Kazakh Language to Use Latin Alphabet by 2025, President Says

ASTANA –The Kazakh language will switch to the Latin alphabet by 2025 rather than the current Cyrillic one, President Nursultan Nazarbayev announced in his annual state of the nation address in December 2012.

The president announced a new policy of the state towards the development of the Kazakh language.

“By 2025, the Kazakh alphabet should be switched into Latin and the work in this direction should be done now,” he said.

President Nazarbayev said that giving children first hand familiarity with the Latin alphabet used around the world was essential to modernize the Kazakh language and to give the coming generation of young people greater opportunities in the global economy.

“For the future of our children, we have to make that decision, which will create the conditions for our integration into the world. For our children it will assist in a better learning of English, and most importantly, it will give impetus to the modernization of the Kazakh language,” the president said.

The new alphabet policy follows the introduction of “tri-lingualism” in the nation’s schools in September 2012. In the future, in addition to the Kazakh and Russian languages, certain subjects of the school curriculum will be taught in English.

In his annual state of the nation address entitled “Strategy Kazakhstan-2050: The New Political Course of the Established State,” President Nazarbayev also proposed drawing up a list of hundreds of modern books written in modern languages and have them translated into the Kazakh language.

Kazakhstan’s Foliant Publishing Company has already signed a contract with Macaw Books, a British publisher of children’s books to translate the British Children’s Encyclopedia into Kazakh, Minister of Culture and Information Darkhan Mynbay said.

Mynbay said other books to be translated into Kazakh included 10 encyclopedias, 13 books in the series “Walt Disney’s Golden Classics” and works included in the “Cultural Heritage – Library of World Literature” state programme.

Since 2011, the Ministry of Culture and Information has organized a vote on its website to assess popular demand for children’s books to be translated in the Kazakh language. The winner by a wide margin was the “Harry Potter” fantasy series of children’s novels by British writer J.K. Rowling. The list also included other British fantasy children’s classics, such as “The Lord of the Rings” and “The Hobbit” by J.R.R. Tolkien and “The Chronicles of Narnia” by C.S. Lewis.

The translation programme has the goal of familiarizing Kazakh children with world cultural values and classic texts, as well as preserving their own national traditions and language. This remains a national priority.
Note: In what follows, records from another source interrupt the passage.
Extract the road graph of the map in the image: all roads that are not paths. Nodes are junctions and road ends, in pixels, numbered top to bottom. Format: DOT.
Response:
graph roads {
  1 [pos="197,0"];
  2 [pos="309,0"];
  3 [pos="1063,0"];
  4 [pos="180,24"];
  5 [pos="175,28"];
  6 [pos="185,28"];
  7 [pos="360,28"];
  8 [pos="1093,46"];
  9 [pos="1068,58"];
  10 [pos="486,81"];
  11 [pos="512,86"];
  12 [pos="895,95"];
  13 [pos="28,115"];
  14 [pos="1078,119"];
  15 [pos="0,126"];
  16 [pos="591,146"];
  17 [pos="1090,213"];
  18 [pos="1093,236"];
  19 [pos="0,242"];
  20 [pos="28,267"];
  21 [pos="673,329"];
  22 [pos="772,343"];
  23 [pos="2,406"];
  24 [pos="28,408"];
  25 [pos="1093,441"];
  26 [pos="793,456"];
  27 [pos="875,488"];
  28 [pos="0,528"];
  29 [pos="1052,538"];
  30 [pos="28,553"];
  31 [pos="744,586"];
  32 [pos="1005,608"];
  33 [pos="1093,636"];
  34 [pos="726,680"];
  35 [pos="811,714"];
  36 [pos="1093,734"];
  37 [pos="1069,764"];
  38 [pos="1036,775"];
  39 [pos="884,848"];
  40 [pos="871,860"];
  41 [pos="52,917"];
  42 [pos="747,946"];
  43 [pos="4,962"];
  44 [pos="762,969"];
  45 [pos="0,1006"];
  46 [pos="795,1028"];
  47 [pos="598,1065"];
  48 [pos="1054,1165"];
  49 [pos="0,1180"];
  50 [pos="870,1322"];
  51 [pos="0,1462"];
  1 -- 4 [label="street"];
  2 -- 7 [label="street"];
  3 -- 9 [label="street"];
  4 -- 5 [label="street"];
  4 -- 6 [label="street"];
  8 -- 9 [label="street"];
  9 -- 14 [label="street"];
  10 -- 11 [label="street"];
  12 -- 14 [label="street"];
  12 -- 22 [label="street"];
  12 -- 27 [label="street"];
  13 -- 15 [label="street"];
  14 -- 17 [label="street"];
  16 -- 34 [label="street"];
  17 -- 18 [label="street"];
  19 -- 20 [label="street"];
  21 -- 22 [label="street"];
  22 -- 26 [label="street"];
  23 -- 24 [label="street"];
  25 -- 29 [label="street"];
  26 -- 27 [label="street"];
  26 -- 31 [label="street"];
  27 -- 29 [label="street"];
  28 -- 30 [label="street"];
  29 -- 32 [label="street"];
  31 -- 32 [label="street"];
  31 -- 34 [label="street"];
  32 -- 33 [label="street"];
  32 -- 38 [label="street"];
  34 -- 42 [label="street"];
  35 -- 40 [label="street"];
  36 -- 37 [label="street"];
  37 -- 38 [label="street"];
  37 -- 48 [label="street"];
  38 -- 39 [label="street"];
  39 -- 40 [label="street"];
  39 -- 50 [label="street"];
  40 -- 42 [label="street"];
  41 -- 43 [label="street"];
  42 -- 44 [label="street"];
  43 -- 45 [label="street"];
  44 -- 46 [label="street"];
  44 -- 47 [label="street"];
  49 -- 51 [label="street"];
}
The government is also fostering the translation of major Kazakh writers into English, German, French, Japanese, Chinese, and other languages to promote the national literature by expanding its potential global readership. In 2010, the “Book of Words” by Abay Qunanbaiuly, the great 19th century Kazakh poet and philosopher, was simultaneously published in Kazakh, Russian and English. It was translated into English by the American prominent poet Richard McCann, who spent two years on the project. Other classic Kazakh texts including the epic sagas “Kambar Batyr,” “Koblandy Batyr,” “Alpamys Batyr,” “Kozy-Korpesh – Bayan Sulu,” “Er Targyn” and “Kyz Zhibek” have also been translated into English.

The Ministry of Culture and Information also published 12 works in 2012 by Kazakh writers living abroad in a series called “Works by Foreign Kazakhs” to increase access to Kazakh culture for Kazakhs living and working around the world. The Ministry of Education is also now publishing Kazakh language textbooks using the Latin alphabet to help them learn the Kazakh language more easily.